--- Records supplied Enclosed Below ---

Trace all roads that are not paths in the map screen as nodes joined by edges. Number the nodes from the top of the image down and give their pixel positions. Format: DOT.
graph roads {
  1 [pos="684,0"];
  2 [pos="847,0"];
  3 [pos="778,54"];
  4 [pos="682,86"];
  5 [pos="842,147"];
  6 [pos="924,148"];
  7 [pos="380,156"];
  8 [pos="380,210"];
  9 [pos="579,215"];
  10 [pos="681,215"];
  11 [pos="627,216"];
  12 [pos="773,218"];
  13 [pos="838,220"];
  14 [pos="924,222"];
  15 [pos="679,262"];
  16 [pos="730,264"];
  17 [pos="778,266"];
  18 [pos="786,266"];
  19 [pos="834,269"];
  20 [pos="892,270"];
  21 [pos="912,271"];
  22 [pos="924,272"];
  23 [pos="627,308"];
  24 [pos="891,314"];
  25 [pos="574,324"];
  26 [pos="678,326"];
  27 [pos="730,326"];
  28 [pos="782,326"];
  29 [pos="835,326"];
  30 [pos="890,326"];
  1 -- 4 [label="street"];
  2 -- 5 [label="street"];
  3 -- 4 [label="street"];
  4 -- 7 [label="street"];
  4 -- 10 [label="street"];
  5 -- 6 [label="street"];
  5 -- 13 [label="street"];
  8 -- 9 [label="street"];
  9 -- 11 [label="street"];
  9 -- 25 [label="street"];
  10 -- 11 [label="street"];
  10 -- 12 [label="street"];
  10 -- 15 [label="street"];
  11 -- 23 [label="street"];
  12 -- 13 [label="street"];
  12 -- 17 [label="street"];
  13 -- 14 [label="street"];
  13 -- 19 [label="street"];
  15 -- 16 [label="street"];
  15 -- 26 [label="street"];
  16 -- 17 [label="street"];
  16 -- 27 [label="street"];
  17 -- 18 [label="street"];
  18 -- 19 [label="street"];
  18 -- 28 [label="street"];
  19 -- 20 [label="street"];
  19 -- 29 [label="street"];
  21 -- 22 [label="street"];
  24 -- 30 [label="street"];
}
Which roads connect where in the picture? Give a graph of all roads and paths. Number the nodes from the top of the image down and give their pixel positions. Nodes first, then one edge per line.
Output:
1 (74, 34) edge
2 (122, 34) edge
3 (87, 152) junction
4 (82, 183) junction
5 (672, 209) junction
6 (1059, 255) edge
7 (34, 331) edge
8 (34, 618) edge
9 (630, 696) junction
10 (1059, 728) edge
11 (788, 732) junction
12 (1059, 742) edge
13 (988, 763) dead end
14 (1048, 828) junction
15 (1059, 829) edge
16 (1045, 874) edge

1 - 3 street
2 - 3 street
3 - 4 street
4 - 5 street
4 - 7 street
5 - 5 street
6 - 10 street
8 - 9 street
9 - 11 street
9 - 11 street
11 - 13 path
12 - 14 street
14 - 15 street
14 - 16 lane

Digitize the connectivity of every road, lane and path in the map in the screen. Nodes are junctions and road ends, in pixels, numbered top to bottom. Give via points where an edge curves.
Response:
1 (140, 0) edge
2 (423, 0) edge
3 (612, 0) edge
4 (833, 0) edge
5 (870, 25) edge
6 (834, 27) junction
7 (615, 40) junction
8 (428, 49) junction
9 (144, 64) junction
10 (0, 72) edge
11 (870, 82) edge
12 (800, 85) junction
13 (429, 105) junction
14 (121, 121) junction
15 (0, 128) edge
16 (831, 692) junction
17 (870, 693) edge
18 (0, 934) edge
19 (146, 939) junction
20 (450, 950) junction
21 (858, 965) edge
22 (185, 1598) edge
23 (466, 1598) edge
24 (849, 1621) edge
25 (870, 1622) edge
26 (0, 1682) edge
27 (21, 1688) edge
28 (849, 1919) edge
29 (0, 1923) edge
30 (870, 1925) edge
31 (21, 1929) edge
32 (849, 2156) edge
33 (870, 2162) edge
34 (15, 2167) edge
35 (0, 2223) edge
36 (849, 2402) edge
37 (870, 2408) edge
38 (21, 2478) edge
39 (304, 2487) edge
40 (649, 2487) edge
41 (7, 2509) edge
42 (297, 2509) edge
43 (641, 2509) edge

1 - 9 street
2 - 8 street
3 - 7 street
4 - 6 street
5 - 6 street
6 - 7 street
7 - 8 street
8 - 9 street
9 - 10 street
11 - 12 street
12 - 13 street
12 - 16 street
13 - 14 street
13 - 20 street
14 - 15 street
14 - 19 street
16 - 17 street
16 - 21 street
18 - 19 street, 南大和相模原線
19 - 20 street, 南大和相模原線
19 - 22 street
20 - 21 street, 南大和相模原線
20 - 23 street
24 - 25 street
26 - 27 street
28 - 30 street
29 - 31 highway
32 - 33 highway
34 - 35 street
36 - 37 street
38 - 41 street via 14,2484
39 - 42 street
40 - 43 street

--- End of Enclosed Records supplied ---

**What is being asked**
Pull out each line of the entries that contains "南大和相模原線".

**Solution for this task**
18 - 19 street, 南大和相模原線
19 - 20 street, 南大和相模原線
20 - 21 street, 南大和相模原線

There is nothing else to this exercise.